Camilo Ponce, mi padrastro, pasó a mi lado y, al girarme, lo vi abordar otro vehículo, un Mercedez más lujoso que el que me había traído.
—Señorita —Me abordó el mayordomo. No era el mismo que había conocido en mi infancia, antes de ir al internado. Mi madre había cambiado a todo el personal de la casa después de su matrimonio con mi padrastro—. ¿Desea ir a su habitación? ¿O comer algo, antes de marcharse?
Suspiré. Por alguna razón, después de la vergüenza a la que acababa de ser sometida, me sentía más cercana a la servidumbre, que había compartido conmigo el bochorno.
—¿Cómo es tu nombre? —Le pregunté al mayordomo que, sorprendido por mi pregunta, sonrió.
—Soy Alfredo, señorita, y estoy a sus órdenes.
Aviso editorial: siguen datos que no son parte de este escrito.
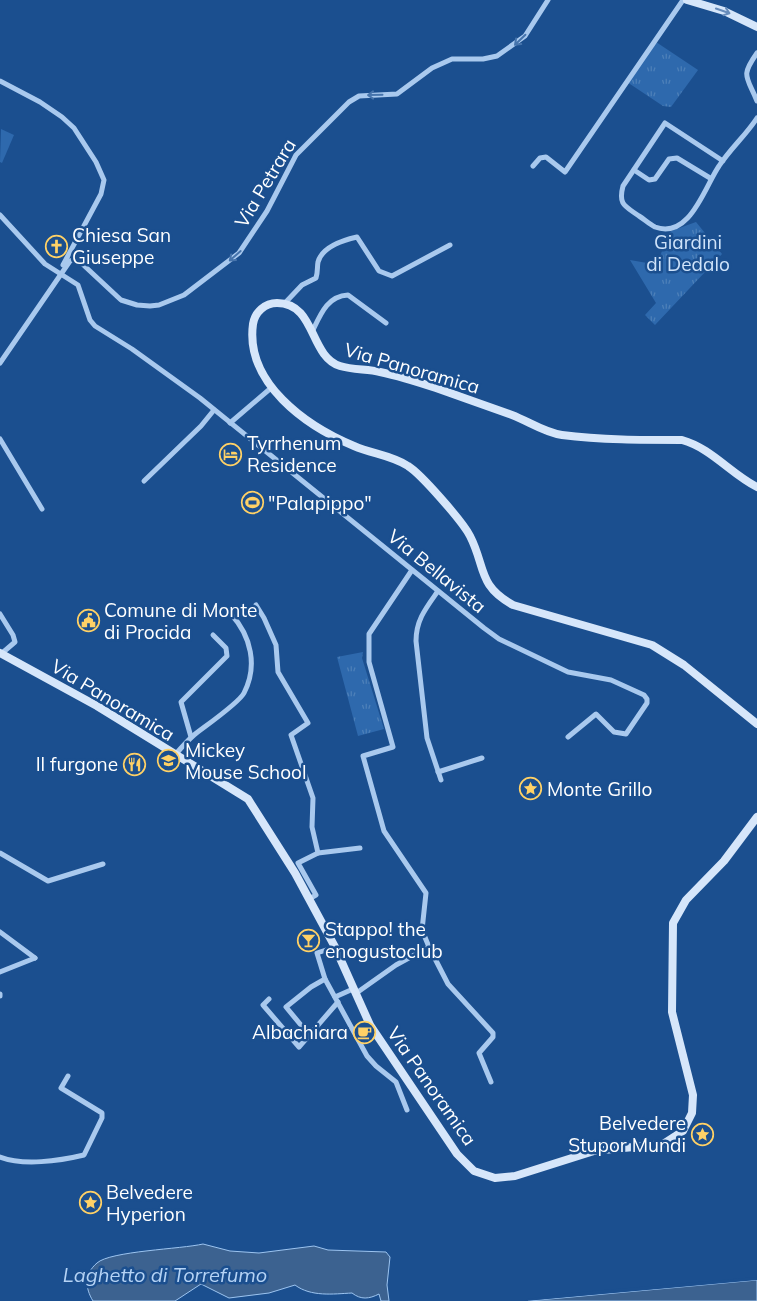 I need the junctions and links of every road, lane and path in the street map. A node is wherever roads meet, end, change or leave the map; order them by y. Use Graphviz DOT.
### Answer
graph roads {
  1 [pos="548,0"];
  2 [pos="683,0"];
  3 [pos="687,0"];
  4 [pos="757,27"];
  5 [pos="757,53"];
  6 [pos="0,80"];
  7 [pos="757,101"];
  8 [pos="757,118"];
  9 [pos="722,160"];
  10 [pos="533,166"];
  11 [pos="634,170"];
  12 [pos="710,178"];
  13 [pos="0,215"];
  14 [pos="450,245"];
  15 [pos="60,272"];
  16 [pos="284,304"];
  17 [pos="386,323"];
  18 [pos="313,330"];
  19 [pos="0,363"];
  20 [pos="271,388"];
  21 [pos="214,410"];
  22 [pos="230,423"];
  23 [pos="0,439"];
  24 [pos="144,481"];
  25 [pos="757,487"];
  26 [pos="42,509"];
  27 [pos="412,570"];
  28 [pos="438,591"];
  29 [pos="256,604"];
  30 [pos="0,614"];
  31 [pos="232,614"];
  32 [pos="213,635"];
  33 [pos="1,654"];
  34 [pos="757,724"];
  35 [pos="191,737"];
  36 [pos="568,737"];
  37 [pos="174,755"];
  38 [pos="482,758"];
  39 [pos="438,772"];
  40 [pos="441,780"];
  41 [pos="757,816"];
  42 [pos="360,848"];
  43 [pos="0,853"];
  44 [pos="318,853"];
  45 [pos="103,864"];
  46 [pos="309,899"];
  47 [pos="0,932"];
  48 [pos="335,947"];
  49 [pos="429,947"];
  50 [pos="0,972"];
  51 [pos="325,979"];
  52 [pos="354,991"];
  53 [pos="269,999"];
  54 [pos="337,1000"];
  55 [pos="310,1036"];
  56 [pos="68,1076"];
  57 [pos="491,1082"];
  58 [pos="407,1110"];
  59 [pos="0,1157"];
  1 -- 15 [label="street, Via Petrara, one-way"];
  2 -- 10 [label="street"];
  3 -- 4 [label="street, one-way"];
  5 -- 7 [label="street"];
  6 -- 15 [label="street"];
  8 -- 9 [label="street"];
  9 -- 11 [label="street"];
  9 -- 12 [label="street"];
  11 -- 12 [label="street"];
  11 -- 12 [label="street"];
  13 -- 15 [label="street, Via Bellavista"];
  14 -- 16 [label="street"];
  15 -- 19 [label="street"];
  15 -- 21 [label="street, Via Bellavista"];
  16 -- 18 [label="street, Via Panoramica"];
  16 -- 20 [label="street"];
  17 -- 18 [label="street"];
  18 -- 25 [label="street, Via Panoramica"];
  20 -- 22 [label="street"];
  20 -- 34 [label="street"];
  21 -- 22 [label="street, Via Bellavista"];
  21 -- 24 [label="street"];
  22 -- 27 [label="street, Via Bellavista"];
  23 -- 26 [label="street"];
  27 -- 28 [label="street, Via Bellavista"];
  27 -- 49 [label="street"];
  28 -- 36 [label="street, Via Bellavista"];
  28 -- 39 [label="street"];
  29 -- 44 [label="street"];
  30 -- 33 [label="street"];
  31 -- 35 [label="street"];
  32 -- 35 [label="street"];
  33 -- 37 [label="street, Via Panoramica"];
  35 -- 37 [label="street"];
  37 -- 46 [label="street, Via Panoramica"];
  38 -- 39 [label="street"];
  39 -- 40 [label="street"];
  41 -- 52 [label="street, Via Panoramica"];
  42 -- 44 [label="street"];
  43 -- 45 [label="street"];
  44 -- 46 [label="street"];
  46 -- 48 [label="street, Via Panoramica"];
  47 -- 50 [label="street"];
  48 -- 51 [label="street"];
  48 -- 52 [label="street, Via Panoramica"];
  49 -- 52 [label="street"];
  49 -- 57 [label="street"];
  51 -- 54 [label="street"];
  51 -- 55 [label="street"];
  52 -- 54 [label="street"];
  53 -- 55 [label="street"];
  54 -- 55 [label="street"];
  54 -- 58 [label="street"];
  56 -- 59 [label="street"];
}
Enseguida me presentó a los demás miembros del personal de servicio, incluido García, uno de los tres chóferes de la mansión, que se llamaba Carlos. Todos parecían muy amables y hasta encantados de que yo hubiera llegado.
—Temíamos que esta casa fuera a ser como un mausoleo gigante. —Me dijo la que era Ama de Llaves, Patricia, una mujer de unos cincuenta años—. Nos alegra mucho que la hija de la señora, que en paz descanse, haya venido a vivir aquí y, siendo todavía tan joven, estoy segura de que le va a dar una nueva vida a esta mansión, señorita Valentina.
Sonreí y, antes de ir a mi habitación, pedí un sándwich de pavo. Ahora sí me estaba muriendo de hambre.